**Problem details**
Using the records below, give the number of lines where the word "highway" appears, with no further output.

Collected data entries
◇ ◇ ◇ ◇ ◇ ◇ ◇
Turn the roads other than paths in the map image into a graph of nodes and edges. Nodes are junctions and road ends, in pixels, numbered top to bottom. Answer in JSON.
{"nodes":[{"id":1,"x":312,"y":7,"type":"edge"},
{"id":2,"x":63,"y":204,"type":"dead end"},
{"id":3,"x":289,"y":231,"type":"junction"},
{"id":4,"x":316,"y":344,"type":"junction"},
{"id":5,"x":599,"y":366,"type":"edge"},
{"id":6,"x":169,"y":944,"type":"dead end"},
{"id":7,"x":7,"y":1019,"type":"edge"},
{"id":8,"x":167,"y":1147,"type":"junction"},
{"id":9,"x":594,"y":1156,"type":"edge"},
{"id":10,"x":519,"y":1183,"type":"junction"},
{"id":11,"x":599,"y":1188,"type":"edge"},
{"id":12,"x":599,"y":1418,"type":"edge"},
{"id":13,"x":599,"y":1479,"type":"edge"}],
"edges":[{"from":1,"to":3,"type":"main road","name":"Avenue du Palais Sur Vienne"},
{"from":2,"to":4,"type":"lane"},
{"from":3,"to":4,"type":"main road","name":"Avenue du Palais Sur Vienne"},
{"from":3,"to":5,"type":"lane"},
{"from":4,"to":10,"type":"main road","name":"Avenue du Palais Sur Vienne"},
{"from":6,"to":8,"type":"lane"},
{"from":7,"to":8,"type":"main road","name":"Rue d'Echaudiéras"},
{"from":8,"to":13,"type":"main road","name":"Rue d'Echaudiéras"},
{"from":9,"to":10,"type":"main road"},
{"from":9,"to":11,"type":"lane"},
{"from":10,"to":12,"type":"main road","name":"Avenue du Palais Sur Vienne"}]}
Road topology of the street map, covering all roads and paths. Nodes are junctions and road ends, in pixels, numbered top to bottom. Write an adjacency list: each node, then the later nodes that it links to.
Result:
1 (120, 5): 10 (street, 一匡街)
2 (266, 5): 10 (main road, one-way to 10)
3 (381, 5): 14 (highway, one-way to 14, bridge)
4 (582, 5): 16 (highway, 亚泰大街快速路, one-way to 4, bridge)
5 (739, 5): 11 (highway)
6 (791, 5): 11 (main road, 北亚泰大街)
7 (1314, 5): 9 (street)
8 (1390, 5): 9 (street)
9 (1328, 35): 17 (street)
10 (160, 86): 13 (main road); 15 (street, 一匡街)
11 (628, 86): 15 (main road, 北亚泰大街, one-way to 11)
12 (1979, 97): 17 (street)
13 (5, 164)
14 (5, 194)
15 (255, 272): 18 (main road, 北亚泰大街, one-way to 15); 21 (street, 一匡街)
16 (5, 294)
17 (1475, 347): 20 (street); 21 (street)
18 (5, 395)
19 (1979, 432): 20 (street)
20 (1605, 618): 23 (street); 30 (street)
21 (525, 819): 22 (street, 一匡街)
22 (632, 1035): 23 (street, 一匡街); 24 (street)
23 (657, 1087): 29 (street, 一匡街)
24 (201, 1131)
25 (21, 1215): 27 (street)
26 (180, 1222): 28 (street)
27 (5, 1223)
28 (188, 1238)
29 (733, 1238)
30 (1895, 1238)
◇ ◇ ◇ ◇ ◇ ◇ ◇
**Answer section**
3